In this case, the members of the supertypes (and, therefore, the members of the intersection) are undefined (4.5.2).

It seems like the right thing to do is to make Ti' = capture(Ti), and similar for Ck.  But some caution is warranted, since capture variables do not otherwise appear in class declarations.

It would also be possible to express the implicit class generically:

Given type C<?> & D<? extends Foo, ? super Bar>

We have class:

class Intersect<S extends Bounds1, T extends Bounds2, U extends Bounds3> implements C<S>, D<T, U> {}

And the members of the intersection are the members of class Intersect<?, ? extends Foo, ? super Bar>

That's a lot of work to specify, though . . .  If nothing else, the fact that it could be done demonstrates that the capture alternative, which works out to the same thing, is fundamentally sound.

Need to explore how a solution here would impact determining the function type of a functional interface intersection type (9.9).

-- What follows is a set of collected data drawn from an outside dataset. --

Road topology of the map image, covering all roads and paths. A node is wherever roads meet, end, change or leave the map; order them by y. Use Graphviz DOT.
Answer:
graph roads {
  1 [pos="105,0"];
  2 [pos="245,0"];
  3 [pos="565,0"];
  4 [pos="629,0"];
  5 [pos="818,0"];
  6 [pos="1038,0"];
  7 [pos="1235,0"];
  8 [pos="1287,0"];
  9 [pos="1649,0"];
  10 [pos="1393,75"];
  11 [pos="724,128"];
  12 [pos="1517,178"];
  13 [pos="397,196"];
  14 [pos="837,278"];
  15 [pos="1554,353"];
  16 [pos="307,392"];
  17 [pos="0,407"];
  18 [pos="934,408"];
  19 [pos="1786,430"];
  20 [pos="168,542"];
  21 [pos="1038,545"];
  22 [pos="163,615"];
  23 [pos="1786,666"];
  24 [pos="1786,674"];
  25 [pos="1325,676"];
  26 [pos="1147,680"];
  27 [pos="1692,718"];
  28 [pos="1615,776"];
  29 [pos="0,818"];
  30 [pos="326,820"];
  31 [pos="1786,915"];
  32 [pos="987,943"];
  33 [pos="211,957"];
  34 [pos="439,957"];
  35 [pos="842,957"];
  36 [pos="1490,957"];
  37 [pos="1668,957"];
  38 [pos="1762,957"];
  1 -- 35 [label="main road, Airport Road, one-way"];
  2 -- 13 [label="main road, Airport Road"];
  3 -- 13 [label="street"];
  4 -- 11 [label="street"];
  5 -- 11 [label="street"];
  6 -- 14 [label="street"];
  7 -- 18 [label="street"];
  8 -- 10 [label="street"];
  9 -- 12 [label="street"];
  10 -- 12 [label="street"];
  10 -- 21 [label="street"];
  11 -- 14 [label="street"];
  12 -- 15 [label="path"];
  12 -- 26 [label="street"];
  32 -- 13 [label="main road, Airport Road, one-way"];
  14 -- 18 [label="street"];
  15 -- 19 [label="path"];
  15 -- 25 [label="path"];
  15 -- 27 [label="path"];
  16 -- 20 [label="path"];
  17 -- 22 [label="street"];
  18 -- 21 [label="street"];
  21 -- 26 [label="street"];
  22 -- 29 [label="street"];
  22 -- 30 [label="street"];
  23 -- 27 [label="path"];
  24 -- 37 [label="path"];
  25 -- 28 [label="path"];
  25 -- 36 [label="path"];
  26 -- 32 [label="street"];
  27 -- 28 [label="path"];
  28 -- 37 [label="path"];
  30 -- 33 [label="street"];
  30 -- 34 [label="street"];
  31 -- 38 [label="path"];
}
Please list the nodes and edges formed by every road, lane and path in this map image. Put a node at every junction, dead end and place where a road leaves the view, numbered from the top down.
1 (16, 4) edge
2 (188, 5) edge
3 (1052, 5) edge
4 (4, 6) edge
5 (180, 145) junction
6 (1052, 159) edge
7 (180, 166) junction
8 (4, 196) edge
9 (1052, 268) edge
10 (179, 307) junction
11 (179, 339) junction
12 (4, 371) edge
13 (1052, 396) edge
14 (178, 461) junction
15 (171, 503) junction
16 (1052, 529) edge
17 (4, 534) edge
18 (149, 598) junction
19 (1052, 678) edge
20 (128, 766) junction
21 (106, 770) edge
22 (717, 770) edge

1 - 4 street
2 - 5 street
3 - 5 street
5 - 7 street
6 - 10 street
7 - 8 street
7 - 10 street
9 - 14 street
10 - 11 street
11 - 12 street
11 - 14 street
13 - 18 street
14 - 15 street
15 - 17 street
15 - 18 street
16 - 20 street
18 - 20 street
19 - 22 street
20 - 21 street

The interaction with capture is also relevant for type inference, as in JDK-6391995: <X extends List<? extends String>> void test(X arg) { String s = arg.get(0); // membership String s = getFirst(arg); // inference } <X> X getFirst(List<X> arg) { return arg.get(0); } If we solve this problem, javac can get rid of the hack 'MethodResultInfo.U' in Resolve.

Also need to consider inheritance from array types, which cannot happen in a class declaration.

Simply defining the members as those of the capture is unsound. For example: <X extends List<?>> void m(X arg1, X arg2) { arg1.add(arg2.get(0)); } void test(List<String> l1, List<Integer> l2) { m(l1, l2); } If we claim the members of X are the members of List<CAP>, then the types in 'add' and 'get' are compatible. Fortunately, javac somehow ends up with 'CAP1' in the type of 'get' and 'CAP2' in the type of 'add'.

A related question is the membership of a type variable with a single wildcard-parameterized upper bound. (One explanation is that the upper bound is a singleton intersection, but I'm not sure this view is consistent throughout JLS and javac.)